(Data in this exercise)

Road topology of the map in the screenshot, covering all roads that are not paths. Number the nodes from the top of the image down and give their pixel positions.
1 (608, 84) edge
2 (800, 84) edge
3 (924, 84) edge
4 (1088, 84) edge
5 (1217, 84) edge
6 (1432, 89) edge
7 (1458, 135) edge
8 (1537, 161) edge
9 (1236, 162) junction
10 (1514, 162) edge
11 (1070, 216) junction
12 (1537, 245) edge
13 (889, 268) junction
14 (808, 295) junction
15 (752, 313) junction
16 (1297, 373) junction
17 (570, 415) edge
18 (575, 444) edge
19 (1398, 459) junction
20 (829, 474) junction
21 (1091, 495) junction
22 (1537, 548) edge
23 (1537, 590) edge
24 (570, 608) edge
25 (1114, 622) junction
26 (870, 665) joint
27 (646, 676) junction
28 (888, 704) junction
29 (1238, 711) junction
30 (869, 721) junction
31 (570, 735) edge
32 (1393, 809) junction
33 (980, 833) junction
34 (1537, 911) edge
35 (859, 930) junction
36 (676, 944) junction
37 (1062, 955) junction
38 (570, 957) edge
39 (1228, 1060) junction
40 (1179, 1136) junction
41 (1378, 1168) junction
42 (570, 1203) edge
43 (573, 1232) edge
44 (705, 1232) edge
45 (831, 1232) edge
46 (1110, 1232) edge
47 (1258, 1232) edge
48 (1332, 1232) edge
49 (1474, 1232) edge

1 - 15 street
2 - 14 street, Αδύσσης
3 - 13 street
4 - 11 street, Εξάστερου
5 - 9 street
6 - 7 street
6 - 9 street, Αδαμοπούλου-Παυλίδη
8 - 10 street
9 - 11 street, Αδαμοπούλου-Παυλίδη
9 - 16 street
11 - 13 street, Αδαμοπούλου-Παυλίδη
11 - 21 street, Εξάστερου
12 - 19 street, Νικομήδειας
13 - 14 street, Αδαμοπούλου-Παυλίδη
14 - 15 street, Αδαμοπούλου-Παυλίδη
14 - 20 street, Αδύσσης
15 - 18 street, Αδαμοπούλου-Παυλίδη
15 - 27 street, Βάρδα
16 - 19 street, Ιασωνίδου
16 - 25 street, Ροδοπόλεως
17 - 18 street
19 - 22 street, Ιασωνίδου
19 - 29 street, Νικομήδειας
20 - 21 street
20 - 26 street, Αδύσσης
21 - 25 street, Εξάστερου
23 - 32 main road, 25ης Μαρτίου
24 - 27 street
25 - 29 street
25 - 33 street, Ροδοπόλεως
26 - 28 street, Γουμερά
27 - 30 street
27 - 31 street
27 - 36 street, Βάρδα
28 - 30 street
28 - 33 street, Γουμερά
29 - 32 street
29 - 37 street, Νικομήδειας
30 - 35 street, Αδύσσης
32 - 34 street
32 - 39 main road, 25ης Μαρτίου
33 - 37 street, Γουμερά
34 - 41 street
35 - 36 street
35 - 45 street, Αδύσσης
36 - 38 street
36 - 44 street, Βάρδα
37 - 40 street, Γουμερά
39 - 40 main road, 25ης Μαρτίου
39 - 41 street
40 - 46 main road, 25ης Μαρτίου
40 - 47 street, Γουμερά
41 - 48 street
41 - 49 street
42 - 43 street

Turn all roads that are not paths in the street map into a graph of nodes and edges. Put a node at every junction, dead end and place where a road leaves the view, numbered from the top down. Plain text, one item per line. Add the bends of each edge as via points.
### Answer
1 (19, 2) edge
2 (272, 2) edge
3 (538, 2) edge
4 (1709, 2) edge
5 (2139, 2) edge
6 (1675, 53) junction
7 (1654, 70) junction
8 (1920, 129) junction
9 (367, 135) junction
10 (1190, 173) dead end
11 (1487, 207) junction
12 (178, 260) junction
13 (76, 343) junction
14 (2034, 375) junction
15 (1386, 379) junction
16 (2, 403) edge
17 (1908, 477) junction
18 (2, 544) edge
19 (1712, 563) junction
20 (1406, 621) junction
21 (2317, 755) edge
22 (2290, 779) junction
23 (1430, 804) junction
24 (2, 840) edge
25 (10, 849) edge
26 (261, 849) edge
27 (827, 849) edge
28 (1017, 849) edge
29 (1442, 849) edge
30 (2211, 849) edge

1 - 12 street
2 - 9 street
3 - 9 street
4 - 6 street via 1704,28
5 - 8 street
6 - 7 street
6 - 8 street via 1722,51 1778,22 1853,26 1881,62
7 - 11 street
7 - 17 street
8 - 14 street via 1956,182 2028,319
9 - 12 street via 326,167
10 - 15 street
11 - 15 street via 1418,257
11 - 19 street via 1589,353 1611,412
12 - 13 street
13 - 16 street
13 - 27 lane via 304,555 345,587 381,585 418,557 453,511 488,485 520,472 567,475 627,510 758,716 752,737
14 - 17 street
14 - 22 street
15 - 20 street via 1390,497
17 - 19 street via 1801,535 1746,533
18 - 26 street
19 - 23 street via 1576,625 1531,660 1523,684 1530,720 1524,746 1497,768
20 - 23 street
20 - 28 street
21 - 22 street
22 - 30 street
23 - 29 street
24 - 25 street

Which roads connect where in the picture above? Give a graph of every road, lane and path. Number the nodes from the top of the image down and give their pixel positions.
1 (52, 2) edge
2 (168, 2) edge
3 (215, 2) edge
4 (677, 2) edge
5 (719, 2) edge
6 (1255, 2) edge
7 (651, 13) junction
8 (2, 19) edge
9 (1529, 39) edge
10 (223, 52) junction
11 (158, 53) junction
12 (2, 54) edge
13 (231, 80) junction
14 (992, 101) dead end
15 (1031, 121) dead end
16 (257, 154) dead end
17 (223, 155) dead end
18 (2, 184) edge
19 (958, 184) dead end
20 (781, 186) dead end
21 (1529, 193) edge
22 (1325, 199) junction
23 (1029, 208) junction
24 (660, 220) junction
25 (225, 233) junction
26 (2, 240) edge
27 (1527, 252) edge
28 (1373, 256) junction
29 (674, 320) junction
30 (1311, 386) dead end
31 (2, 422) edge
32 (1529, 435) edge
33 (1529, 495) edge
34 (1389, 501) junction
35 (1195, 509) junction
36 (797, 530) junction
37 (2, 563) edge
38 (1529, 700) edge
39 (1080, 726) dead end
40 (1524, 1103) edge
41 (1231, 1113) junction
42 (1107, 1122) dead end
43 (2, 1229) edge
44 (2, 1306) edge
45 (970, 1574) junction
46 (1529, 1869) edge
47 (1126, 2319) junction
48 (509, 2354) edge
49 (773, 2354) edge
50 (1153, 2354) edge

(Problem requirements)
Count every line of the material above that includes "Γουμερά", giving the total without any other words.

(Exercise output)
5